▶ ABOUT THIS EXERCISE
Pick out every line in the data below that holds "highway".

Collected data
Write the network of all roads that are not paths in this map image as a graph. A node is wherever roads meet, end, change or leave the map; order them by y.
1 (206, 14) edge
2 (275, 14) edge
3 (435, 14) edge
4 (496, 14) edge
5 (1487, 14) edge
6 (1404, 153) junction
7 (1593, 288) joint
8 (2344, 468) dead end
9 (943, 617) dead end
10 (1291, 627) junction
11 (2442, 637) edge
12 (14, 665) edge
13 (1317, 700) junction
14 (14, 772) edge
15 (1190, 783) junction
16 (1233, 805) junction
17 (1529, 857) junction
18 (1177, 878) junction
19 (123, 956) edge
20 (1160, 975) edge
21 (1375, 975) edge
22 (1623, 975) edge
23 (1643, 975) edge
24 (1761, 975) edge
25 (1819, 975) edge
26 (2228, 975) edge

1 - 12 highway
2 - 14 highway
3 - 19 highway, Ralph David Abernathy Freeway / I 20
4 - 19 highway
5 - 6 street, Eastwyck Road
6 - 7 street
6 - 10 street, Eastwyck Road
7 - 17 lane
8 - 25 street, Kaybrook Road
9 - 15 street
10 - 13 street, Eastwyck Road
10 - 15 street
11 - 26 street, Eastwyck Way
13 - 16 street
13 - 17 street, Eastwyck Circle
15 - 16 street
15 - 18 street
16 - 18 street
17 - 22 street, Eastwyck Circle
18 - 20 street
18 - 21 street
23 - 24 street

▶ ANSWER TO THE EXERCISE
1 - 12 highway
2 - 14 highway
3 - 19 highway, Ralph David Abernathy Freeway / I 20
4 - 19 highway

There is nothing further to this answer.